> **Exercise prompt**
Run through the records and show each line that includes the string "BOMBAY".
[Opening Data in this exercise section]
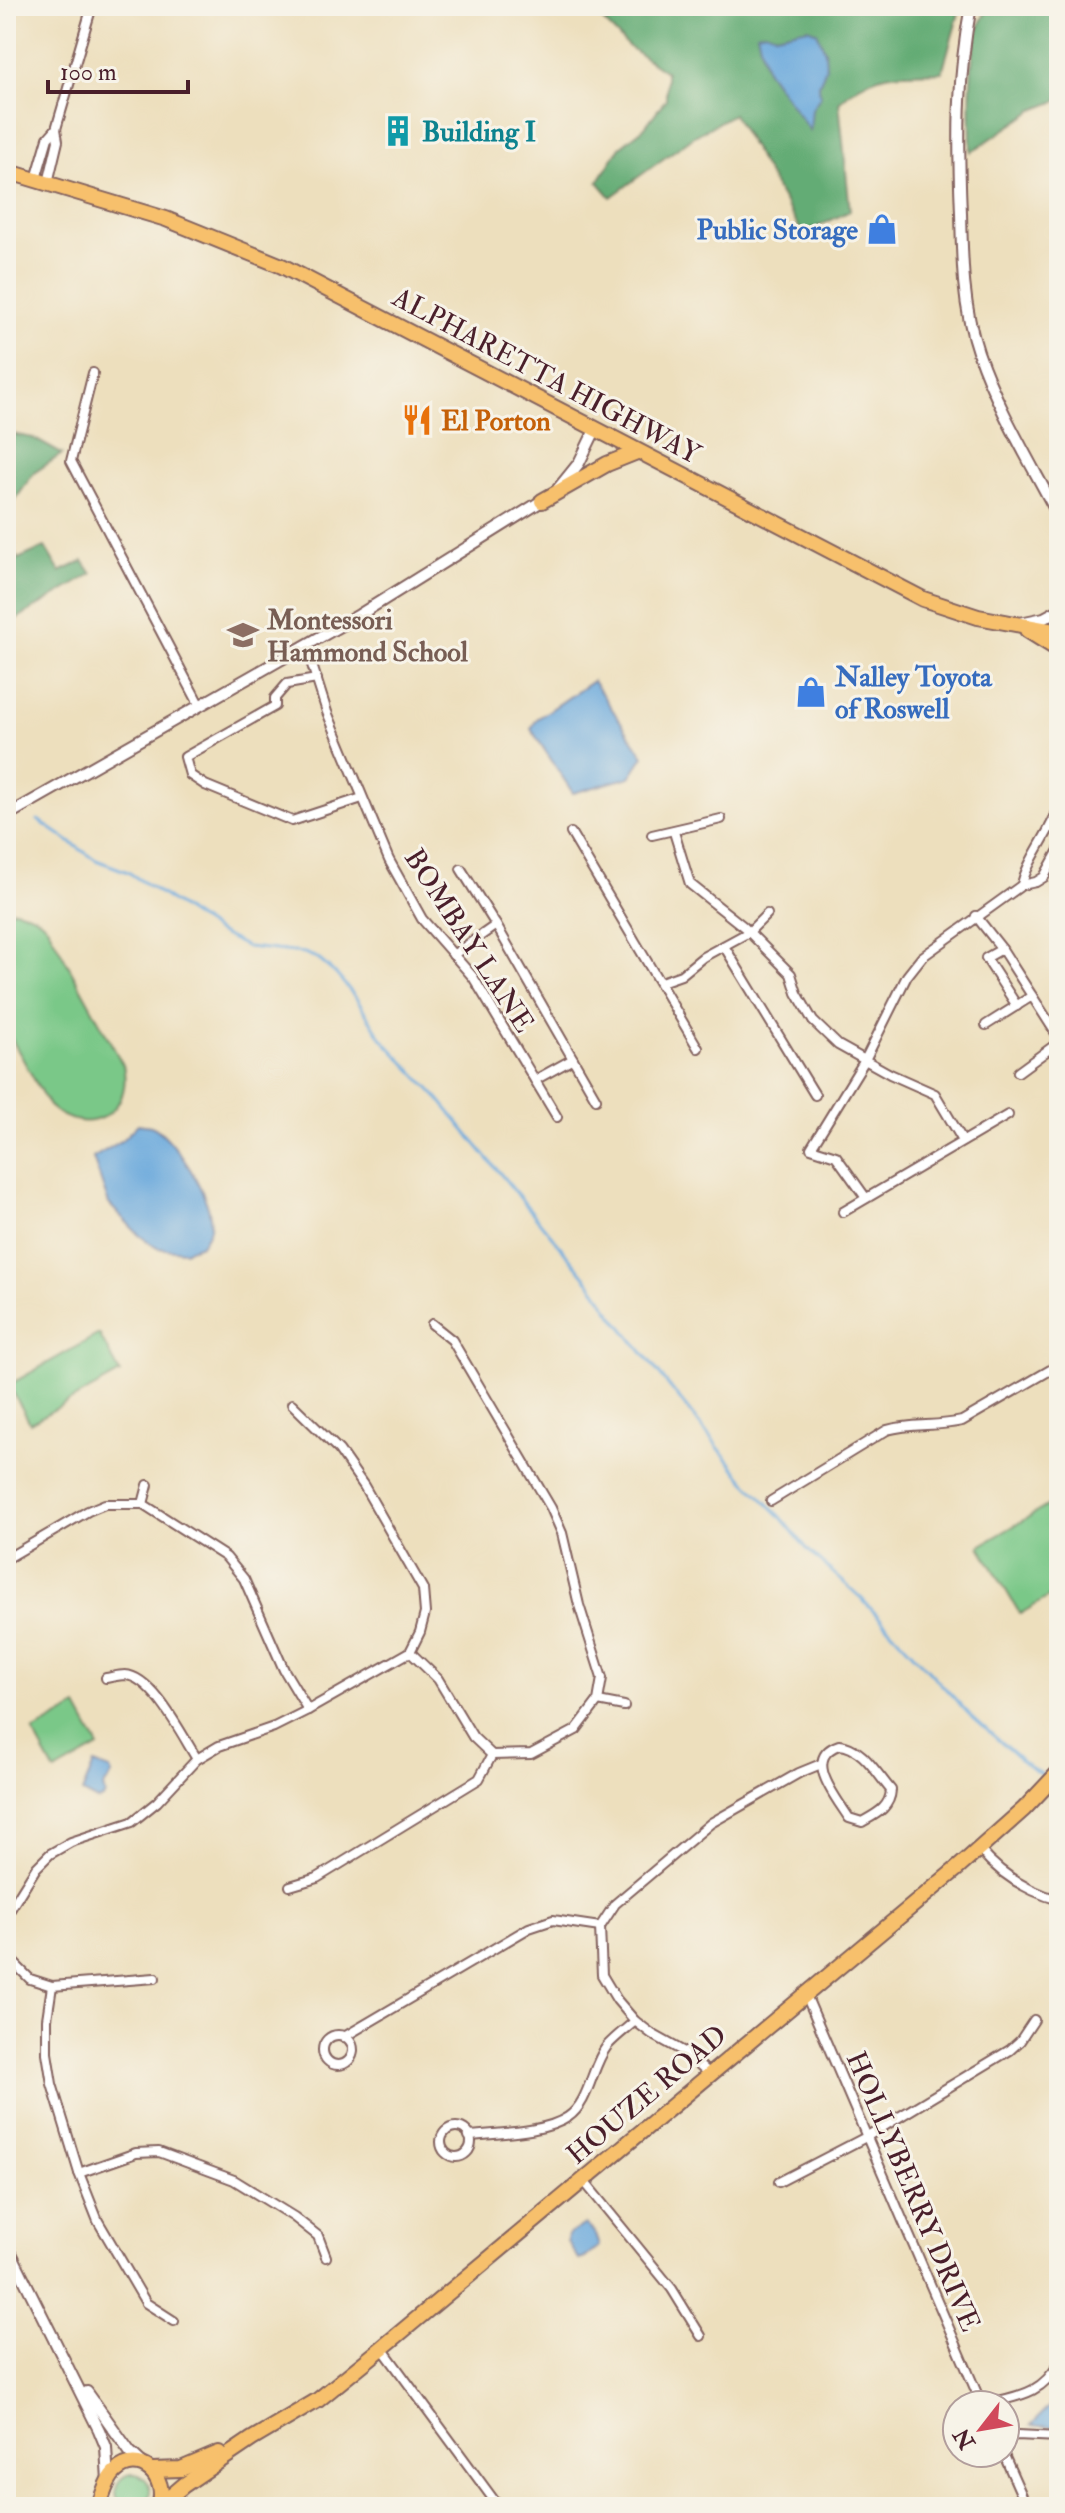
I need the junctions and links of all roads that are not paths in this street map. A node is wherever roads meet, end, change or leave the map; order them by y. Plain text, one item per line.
1 (92, 6) edge
2 (971, 6) edge
3 (6, 171) edge
4 (42, 181) junction
5 (93, 373) dead end
6 (595, 430) junction
7 (637, 452) junction
8 (542, 501) junction
9 (1059, 517) edge
10 (1059, 610) edge
11 (1016, 624) junction
12 (1059, 632) edge
13 (306, 646) junction
14 (1059, 650) edge
15 (317, 679) junction
16 (200, 706) junction
17 (362, 798) junction
18 (1059, 807) edge
19 (6, 816) edge
20 (721, 819) dead end
21 (674, 832) junction
22 (571, 833) dead end
23 (652, 835) dead end
24 (1059, 850) edge
25 (461, 869) dead end
26 (1022, 885) junction
27 (767, 914) dead end
28 (976, 916) junction
29 (496, 925) junction
30 (749, 932) junction
31 (724, 946) junction
32 (1002, 949) junction
33 (453, 955) junction
34 (661, 982) junction
35 (1032, 996) junction
36 (1017, 1006) junction
37 (986, 1025) dead end
38 (1059, 1040) edge
39 (698, 1048) dead end
40 (573, 1059) junction
41 (865, 1060) junction
42 (1018, 1072) dead end
43 (535, 1080) junction
44 (815, 1095) dead end
45 (596, 1099) dead end
46 (1008, 1115) dead end
47 (557, 1117) dead end
48 (963, 1141) junction
49 (866, 1198) junction
50 (843, 1212) dead end
51 (432, 1324) dead end
52 (1059, 1365) edge
53 (292, 1404) dead end
54 (148, 1485) dead end
55 (771, 1501) dead end
56 (143, 1504) junction
57 (6, 1559) edge
58 (410, 1652) junction
59 (106, 1678) dead end
60 (598, 1701) junction
61 (624, 1706) dead end
62 (308, 1710) junction
63 (492, 1755) junction
64 (197, 1759) junction
65 (821, 1764) junction
66 (1059, 1772) edge
67 (979, 1849) junction
68 (290, 1886) dead end
69 (1059, 1900) edge
70 (6, 1916) edge
71 (600, 1927) junction
72 (6, 1955) edge
73 (155, 1978) dead end
74 (52, 1986) junction
75 (806, 1995) junction
76 (1034, 2020) dead end
77 (635, 2021) junction
78 (344, 2037) dead end
79 (710, 2074) junction
80 (469, 2136) dead end
81 (866, 2137) junction
82 (79, 2173) junction
83 (583, 2180) junction
84 (779, 2182) dead end
85 (6, 2243) edge
86 (326, 2257) dead end
87 (174, 2321) dead end
88 (701, 2336) dead end
89 (382, 2348) junction
90 (1059, 2363) edge
91 (69, 2366) junction
92 (975, 2389) edge
93 (1021, 2393) edge
94 (1021, 2435) edge
95 (1059, 2437) edge
96 (252, 2439) junction
97 (150, 2469) junction
98 (1010, 2469) edge
99 (107, 2486) junction
100 (159, 2506) edge
101 (98, 2507) edge
102 (110, 2507) edge
103 (499, 2507) edge
104 (1027, 2507) edge

1 - 4 street
2 - 9 street
3 - 4 main road, ALPHARETTA HIGHWAY
4 - 6 main road, ALPHARETTA HIGHWAY
5 - 16 street
6 - 7 main road, ALPHARETTA HIGHWAY
6 - 8 street
7 - 8 main road
7 - 11 main road, ALPHARETTA HIGHWAY
8 - 13 street
10 - 11 street
11 - 12 main road, ALPHARETTA HIGHWAY
11 - 14 main road
13 - 15 street, BOMBAY LANE
13 - 16 street
15 - 17 street, BOMBAY LANE
15 - 17 street
16 - 19 street
17 - 33 street, BOMBAY LANE
18 - 26 street
20 - 21 street
21 - 23 street
21 - 30 street
22 - 34 street
24 - 26 street
25 - 29 street
26 - 28 street
27 - 30 street
28 - 32 street
28 - 41 street
29 - 33 street
29 - 40 street
30 - 31 street
30 - 41 street
31 - 34 street
31 - 44 street
32 - 35 street
32 - 36 street
33 - 43 street, BOMBAY LANE
34 - 39 street
35 - 36 street
35 - 38 street
36 - 37 street
38 - 42 street
40 - 43 street
40 - 45 street
41 - 48 street
41 - 49 street
43 - 47 street, BOMBAY LANE
46 - 48 street
48 - 49 street
49 - 50 street
51 - 60 street
52 - 55 street
53 - 58 street
54 - 56 street
56 - 57 street
56 - 62 street
58 - 62 street
58 - 63 street
59 - 64 street
60 - 61 street
60 - 63 street
62 - 64 street
63 - 68 street
64 - 70 street
65 - 65 street
65 - 71 street
66 - 67 main road, HOUZE ROAD
67 - 69 street
67 - 75 main road, HOUZE ROAD
71 - 77 street
71 - 78 street
72 - 74 street
73 - 74 street
74 - 82 street
75 - 79 main road, HOUZE ROAD
75 - 81 street, HOLLYBERRY DRIVE
76 - 81 street
77 - 79 street
77 - 80 street
79 - 83 main road, HOUZE ROAD
81 - 84 street
81 - 92 street, HOLLYBERRY DRIVE
82 - 86 street
82 - 87 street
83 - 88 street
83 - 89 main road, HOUZE ROAD
85 - 91 street
89 - 96 main road, HOUZE ROAD
89 - 103 street
90 - 93 street
91 - 97 street
91 - 99 street
94 - 95 street
96 - 97 main road, HOUZE ROAD
96 - 100 main road, HOUZE ROAD
97 - 99 main road, HOUZE ROAD
97 - 100 main road, HOUZE ROAD
98 - 104 street
99 - 101 main road
99 - 102 main road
[Closing Data in this exercise section]
> **Completed task**
13 - 15 street, BOMBAY LANE
15 - 17 street, BOMBAY LANE
17 - 33 street, BOMBAY LANE
33 - 43 street, BOMBAY LANE
43 - 47 street, BOMBAY LANE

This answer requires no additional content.